Biography of Deacon William Brodie the Original Dr. Jekyll and Mr. Hyde Part 3

About the Scottish figure Deacon William Brodie who was the inspiration for Stevenson's Dr. Jekyll and Mr. Hyde, his biography and behavior

DEACON WILLIAM BRODIE (1741-1788). Prototype for Dr. Jekyll and Mr. Hyde.

Where Dr. Jekyll, in fiction, clubbed a man to death, the good deacon confined his crimes to robbery, though he was later charged with murder. Where Dr. Jekyll maintained a midtown mansion for his public person and a small room in Soho for his alter ego, Deacon Brodie maintained his house in High Street for his daylight activities and 2 apartments elsewhere in Edinburgh for his evening amours and adventures. Where Dr. Jekyll dressed in black for his nightly excursions, Deacon Brodie daringly wore all white until his final crime, when he dressed himself all in black, sporting also a cocked hat and 2 pistols.
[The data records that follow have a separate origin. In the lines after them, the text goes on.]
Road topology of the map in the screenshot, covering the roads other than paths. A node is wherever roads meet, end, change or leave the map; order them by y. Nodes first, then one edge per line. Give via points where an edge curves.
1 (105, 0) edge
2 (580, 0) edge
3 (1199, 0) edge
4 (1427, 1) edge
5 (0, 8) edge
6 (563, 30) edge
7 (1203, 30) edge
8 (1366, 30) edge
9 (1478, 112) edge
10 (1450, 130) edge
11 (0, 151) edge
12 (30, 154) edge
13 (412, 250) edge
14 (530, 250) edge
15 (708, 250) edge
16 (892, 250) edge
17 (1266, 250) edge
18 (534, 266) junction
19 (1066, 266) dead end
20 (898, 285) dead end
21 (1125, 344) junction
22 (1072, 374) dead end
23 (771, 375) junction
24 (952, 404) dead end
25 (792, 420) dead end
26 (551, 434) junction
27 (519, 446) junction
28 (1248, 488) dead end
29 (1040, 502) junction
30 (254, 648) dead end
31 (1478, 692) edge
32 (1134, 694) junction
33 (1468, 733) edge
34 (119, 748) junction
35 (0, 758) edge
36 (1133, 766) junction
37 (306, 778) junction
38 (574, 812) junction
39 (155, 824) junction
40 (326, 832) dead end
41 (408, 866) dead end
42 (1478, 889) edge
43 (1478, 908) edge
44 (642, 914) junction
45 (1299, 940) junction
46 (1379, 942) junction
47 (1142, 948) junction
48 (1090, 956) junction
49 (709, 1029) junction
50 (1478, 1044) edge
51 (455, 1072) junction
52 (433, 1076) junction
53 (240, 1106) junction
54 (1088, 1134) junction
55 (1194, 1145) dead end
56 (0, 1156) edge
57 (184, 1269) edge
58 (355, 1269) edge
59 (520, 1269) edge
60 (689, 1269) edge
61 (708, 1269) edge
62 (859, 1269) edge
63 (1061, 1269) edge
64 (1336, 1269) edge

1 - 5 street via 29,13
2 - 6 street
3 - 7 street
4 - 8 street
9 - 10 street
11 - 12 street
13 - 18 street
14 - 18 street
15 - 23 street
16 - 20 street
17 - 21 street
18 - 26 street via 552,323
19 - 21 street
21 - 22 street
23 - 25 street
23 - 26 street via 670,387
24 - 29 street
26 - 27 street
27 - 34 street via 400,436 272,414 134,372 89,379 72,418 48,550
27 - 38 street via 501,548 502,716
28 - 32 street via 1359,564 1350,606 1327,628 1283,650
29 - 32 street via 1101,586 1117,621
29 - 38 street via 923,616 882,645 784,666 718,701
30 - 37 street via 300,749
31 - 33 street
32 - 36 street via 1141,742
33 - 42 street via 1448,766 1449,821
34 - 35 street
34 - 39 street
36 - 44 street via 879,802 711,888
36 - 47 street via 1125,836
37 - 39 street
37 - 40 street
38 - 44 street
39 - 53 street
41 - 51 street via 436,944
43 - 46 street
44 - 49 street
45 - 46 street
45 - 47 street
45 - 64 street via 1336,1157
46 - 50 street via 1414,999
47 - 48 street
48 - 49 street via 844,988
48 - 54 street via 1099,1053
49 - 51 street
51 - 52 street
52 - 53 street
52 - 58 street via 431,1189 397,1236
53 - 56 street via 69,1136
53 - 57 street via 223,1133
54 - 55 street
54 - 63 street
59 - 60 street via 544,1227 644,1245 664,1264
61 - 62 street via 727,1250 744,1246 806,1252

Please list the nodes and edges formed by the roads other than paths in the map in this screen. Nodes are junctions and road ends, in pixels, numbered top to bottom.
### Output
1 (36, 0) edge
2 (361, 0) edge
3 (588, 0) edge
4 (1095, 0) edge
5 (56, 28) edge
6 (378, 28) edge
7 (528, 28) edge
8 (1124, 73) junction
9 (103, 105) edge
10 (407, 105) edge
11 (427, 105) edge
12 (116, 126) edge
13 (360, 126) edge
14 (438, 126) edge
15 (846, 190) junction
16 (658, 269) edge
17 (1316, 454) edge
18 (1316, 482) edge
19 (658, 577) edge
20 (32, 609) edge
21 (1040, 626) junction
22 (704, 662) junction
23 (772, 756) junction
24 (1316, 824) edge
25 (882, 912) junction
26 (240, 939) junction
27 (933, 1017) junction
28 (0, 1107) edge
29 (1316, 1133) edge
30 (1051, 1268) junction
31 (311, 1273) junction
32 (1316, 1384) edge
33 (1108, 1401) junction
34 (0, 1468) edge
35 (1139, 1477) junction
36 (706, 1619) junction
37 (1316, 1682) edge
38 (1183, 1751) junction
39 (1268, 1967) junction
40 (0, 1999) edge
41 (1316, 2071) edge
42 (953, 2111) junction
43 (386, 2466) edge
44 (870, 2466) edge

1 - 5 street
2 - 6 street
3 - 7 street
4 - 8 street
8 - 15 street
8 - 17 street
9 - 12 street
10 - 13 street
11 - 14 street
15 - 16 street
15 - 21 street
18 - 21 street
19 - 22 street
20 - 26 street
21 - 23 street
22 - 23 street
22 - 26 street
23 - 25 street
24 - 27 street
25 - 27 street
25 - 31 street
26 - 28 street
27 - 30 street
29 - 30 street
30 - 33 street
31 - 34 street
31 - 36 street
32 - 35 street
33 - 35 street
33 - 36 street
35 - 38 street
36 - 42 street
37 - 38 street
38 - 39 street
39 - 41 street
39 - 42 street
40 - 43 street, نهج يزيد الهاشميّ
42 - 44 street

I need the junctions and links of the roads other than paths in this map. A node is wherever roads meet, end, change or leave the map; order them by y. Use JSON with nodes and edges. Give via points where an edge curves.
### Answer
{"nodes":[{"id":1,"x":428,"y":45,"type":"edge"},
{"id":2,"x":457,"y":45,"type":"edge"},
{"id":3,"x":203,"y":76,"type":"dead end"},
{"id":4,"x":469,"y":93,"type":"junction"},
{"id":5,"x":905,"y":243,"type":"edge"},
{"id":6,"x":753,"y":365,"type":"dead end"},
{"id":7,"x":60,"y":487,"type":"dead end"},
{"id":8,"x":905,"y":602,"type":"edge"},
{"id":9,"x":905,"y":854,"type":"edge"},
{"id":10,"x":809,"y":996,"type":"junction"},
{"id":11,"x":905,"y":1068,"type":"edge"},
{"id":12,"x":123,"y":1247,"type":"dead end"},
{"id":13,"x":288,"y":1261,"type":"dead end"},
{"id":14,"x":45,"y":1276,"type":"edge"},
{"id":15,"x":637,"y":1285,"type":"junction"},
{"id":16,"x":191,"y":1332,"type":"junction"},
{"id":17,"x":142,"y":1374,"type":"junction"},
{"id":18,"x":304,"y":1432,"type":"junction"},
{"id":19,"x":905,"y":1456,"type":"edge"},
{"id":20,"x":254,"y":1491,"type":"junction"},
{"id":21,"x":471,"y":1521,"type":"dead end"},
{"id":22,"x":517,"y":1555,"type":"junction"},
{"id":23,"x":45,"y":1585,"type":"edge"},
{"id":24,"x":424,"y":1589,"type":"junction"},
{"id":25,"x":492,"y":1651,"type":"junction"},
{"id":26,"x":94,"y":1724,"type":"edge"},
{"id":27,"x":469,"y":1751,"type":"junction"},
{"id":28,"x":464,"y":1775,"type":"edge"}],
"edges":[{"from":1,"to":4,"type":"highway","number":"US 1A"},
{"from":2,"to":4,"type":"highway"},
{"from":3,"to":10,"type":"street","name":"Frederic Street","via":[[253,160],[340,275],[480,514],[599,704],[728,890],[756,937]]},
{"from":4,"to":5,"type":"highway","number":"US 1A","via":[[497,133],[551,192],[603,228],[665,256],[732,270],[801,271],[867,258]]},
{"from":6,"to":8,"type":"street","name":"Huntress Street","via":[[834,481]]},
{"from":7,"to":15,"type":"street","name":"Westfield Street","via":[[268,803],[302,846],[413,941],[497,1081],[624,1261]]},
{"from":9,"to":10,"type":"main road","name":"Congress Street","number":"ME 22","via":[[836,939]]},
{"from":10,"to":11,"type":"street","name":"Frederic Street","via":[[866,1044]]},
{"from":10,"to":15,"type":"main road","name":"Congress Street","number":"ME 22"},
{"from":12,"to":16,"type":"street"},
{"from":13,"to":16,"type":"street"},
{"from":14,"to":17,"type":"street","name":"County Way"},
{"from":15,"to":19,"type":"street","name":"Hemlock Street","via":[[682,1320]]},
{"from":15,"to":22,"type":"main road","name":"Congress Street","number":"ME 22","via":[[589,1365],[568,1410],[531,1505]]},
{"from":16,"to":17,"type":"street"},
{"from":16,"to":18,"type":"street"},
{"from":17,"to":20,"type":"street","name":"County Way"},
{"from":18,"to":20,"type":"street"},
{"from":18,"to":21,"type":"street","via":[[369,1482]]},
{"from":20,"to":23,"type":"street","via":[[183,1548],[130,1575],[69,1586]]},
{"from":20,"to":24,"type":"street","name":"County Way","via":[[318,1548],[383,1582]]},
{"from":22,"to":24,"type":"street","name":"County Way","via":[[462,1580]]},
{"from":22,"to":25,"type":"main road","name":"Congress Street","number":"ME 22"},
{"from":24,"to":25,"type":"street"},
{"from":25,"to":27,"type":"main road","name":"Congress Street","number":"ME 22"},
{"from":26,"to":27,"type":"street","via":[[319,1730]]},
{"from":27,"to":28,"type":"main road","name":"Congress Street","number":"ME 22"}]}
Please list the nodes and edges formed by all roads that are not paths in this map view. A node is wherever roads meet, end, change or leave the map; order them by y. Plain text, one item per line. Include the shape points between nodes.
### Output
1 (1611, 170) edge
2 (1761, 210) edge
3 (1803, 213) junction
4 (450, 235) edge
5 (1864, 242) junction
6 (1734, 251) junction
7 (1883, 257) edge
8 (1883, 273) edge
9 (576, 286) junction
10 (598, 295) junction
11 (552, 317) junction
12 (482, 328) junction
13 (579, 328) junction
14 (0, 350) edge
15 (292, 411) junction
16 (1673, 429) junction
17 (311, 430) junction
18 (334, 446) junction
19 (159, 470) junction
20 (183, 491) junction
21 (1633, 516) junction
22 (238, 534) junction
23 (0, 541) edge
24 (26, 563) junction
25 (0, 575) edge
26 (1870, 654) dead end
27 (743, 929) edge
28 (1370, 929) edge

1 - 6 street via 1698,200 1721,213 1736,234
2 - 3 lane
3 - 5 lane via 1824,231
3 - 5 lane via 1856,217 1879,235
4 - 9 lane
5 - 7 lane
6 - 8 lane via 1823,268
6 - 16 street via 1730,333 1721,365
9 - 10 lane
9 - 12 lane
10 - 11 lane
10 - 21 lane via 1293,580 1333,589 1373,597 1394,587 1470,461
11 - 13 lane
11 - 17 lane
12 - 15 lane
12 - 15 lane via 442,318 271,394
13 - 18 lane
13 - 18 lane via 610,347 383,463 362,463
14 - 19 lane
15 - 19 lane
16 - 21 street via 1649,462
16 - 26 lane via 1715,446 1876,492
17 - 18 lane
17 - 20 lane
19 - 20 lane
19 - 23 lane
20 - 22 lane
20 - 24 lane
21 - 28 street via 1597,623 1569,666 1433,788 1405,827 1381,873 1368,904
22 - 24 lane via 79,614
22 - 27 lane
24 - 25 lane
The final crime took place on a windy March evening in 1788. With special police patrolling Edinburgh, Brodie and Company prepared for their boldest robbery yet. There were thousands of pounds in the Edinburgh Excise Office. Like Mr. Hyde, who always "had a song upon his lips" after a crime, Brodie also liked a merry tune. Over his tankard he sang "The Rogue's March" from The Beggar's Opera, and slipped out of his house early in order to be finished with the Excise Office before the watchman came on at 10 o'clock. Brodie and his 2 helpers, all masked, entered the government building, leaving their 4th member--supplied with an ivory whistle--as lookout. At 8:30 the whistle blasted frantically. A government solicitor, who had forgotten some papers in the Excise Office, was returning. In a frenzy, Deacon Brodie fled, leaving the others behind to escape as best they could.

The next morning the Government offered pound 150 and a full pardon to any member of the gang who turned stool pigeon. One member, angry at having been deserted, went to the police. Hastily, Brodie left Edinburgh. A King's Messenger was dispatched to hunt him down. Twice, in London, Brodie barely evaded the detective. Next, the fugitive boarded a small sailing vessel bound for the Continent. Later, fellow passengers saw posters with his picture, and reported to the police that he had crossed the Channel. Brodie was found hiding in a cupboard in Amsterdam.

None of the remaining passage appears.